Judge of the Supreme Court of New South Wales
- Incumbent
- Assumed office 21 March 2017
- Nominated by: Mark Speakman
- Appointed by: General David Hurley

Personal details
- Born: 14 January 1961 (age 65) Sydney, Australia
- Education: Loreto Kirribilli Macquarie University University of Sydney
- Profession: Judge, lawyer

= Julia Lonergan =

Australian judge (born 1961)

Julia Lily Ann Lonergan (born 14 January 1961) is an Australian judge who was appointed to the Supreme Court of New South Wales in March 2017.

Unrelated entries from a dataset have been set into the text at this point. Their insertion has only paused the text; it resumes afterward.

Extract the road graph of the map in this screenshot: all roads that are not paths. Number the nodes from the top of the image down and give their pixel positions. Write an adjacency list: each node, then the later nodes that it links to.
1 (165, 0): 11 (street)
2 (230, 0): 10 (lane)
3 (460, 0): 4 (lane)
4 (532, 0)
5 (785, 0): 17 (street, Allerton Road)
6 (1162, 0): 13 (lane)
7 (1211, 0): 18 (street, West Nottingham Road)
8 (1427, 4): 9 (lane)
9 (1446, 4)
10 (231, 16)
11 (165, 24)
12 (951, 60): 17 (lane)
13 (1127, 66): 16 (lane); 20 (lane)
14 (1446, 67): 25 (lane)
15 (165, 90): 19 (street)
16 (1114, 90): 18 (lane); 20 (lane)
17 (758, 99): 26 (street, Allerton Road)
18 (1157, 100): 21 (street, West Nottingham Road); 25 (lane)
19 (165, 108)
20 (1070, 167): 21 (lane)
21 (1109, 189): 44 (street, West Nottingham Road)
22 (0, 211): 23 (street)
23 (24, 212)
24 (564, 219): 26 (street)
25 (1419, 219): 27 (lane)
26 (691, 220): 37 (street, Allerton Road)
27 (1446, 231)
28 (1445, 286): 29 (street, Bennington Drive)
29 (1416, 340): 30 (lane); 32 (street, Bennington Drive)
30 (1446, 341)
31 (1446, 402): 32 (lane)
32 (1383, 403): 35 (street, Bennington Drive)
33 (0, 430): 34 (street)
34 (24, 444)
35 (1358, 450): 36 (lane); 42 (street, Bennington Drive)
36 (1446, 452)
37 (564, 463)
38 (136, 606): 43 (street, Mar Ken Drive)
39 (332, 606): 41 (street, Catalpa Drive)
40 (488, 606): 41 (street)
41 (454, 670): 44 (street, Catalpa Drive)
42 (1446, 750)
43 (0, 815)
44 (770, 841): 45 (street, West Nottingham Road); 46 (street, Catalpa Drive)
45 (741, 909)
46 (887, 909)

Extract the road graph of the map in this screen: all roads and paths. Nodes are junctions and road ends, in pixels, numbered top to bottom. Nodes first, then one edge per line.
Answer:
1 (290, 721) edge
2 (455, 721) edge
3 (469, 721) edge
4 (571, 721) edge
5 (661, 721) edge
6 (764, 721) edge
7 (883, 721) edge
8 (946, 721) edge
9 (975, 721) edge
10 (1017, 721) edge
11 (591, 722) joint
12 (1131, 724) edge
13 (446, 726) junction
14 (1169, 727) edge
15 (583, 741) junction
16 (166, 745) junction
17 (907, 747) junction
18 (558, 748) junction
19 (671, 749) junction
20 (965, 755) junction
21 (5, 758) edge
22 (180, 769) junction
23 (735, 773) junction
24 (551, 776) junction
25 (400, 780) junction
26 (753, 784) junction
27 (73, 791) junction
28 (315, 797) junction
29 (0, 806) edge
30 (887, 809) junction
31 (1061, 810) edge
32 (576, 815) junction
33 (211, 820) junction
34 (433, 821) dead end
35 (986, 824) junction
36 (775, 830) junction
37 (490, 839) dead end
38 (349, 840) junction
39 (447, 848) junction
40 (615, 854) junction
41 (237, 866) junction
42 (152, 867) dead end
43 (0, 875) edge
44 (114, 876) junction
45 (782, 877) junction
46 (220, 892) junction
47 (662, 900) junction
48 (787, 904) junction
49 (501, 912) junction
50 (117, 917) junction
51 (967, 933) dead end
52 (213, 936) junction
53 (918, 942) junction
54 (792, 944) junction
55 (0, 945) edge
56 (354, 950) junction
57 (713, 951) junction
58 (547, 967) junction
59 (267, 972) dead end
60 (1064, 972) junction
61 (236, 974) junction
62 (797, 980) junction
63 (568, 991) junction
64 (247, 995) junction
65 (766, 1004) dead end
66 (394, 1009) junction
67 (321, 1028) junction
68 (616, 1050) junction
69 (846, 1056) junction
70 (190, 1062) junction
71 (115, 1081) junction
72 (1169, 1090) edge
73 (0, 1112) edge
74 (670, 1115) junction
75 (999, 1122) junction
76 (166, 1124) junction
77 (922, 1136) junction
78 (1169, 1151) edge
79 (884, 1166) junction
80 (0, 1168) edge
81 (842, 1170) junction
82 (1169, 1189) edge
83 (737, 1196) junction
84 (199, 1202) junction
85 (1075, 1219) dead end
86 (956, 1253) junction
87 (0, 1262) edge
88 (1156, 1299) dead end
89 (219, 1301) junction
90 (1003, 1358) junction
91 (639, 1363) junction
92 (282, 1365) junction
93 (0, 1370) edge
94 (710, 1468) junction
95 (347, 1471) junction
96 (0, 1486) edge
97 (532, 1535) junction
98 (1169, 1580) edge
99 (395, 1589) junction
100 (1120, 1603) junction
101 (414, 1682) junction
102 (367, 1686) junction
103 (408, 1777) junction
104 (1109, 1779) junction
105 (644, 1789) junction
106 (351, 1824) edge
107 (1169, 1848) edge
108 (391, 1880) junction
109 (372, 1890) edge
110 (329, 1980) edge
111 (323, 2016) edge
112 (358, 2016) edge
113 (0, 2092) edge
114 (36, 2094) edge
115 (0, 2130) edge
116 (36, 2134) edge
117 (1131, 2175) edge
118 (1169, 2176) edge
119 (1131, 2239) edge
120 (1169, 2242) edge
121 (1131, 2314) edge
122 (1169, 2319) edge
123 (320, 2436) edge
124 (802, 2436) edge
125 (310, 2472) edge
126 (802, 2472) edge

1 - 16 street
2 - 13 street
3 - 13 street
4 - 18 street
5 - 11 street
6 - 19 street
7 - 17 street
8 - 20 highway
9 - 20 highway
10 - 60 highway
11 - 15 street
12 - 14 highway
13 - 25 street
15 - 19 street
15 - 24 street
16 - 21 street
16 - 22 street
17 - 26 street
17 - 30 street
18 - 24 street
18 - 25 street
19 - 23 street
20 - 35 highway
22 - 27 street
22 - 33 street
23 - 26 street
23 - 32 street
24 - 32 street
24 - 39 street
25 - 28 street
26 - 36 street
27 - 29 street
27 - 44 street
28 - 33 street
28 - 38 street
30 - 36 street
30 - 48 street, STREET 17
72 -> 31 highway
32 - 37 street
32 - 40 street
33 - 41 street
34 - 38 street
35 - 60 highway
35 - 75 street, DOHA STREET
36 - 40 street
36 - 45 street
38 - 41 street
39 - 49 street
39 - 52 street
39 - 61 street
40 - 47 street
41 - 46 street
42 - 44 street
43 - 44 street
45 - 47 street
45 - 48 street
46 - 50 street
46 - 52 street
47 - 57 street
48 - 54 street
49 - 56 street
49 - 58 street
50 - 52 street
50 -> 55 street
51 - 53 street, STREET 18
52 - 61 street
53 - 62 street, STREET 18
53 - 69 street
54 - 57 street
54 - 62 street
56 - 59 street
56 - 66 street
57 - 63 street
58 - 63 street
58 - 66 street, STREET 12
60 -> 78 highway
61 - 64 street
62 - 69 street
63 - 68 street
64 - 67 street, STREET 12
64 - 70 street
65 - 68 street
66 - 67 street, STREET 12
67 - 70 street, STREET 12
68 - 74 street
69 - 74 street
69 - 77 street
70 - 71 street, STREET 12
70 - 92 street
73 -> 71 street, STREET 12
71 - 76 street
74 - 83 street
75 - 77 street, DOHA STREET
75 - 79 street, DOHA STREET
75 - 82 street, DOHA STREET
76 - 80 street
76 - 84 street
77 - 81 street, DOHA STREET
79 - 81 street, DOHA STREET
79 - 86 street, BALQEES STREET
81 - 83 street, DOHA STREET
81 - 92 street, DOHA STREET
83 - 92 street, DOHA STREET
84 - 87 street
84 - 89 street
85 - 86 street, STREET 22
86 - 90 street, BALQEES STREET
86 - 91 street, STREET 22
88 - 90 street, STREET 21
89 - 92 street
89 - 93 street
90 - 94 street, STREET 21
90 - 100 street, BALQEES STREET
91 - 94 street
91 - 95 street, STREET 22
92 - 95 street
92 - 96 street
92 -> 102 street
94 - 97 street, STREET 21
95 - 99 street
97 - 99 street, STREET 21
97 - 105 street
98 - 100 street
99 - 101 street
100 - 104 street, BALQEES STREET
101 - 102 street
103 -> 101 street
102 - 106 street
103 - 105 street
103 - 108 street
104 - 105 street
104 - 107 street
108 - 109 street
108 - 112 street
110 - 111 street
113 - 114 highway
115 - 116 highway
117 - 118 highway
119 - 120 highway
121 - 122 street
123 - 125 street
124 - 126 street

Lonergan was born in Sydney and educated at St Patrick's Parramatta and Loreto Kirribilli. She then studied a Bachelor of Arts at Macquarie University and a Bachelor of Laws at the University of Sydney before being admitted to practice as a solicitor in 1983. She began working at her parents' firm, T P and J Lonergan in Parramatta. She then worked for GIO, specialising in insurance litigation, later moving to Suncorp Metway.

Lonergan was admitted as a barrister in 1997, and developed a practice in medical negligence, personal injury and professional negligence, becoming known as an expert in medical negligence. She appeared as a junior barrister for the plaintiff in Simpson v Diamond, which resulted in the highest medical negligence verdict in New South Wales history, leading to changes in the legislation relating to civil liability. Lonergan attained senior counsel status in 2012. From 2013 to 2014, she was counsel assisting a Special Commission of Inquiry into child sex abuse allegations in the Roman Catholic Diocese of Maitland-Newcastle. She was elected to the Council of the NSW Bar Association for 2016 in a result that helped block a conservative effort to oust the incumbent members. Lonergan has served on the equal opportunity committees of both the Law Council of Australia and the New South Wales Bar Association.

Lonergan was appointed to the Supreme Court by Attorney-General Mark Speakman with effect from 21 March 2017, filling the vacancy caused by the elevation of Justice Richard White to the Court of Appeal.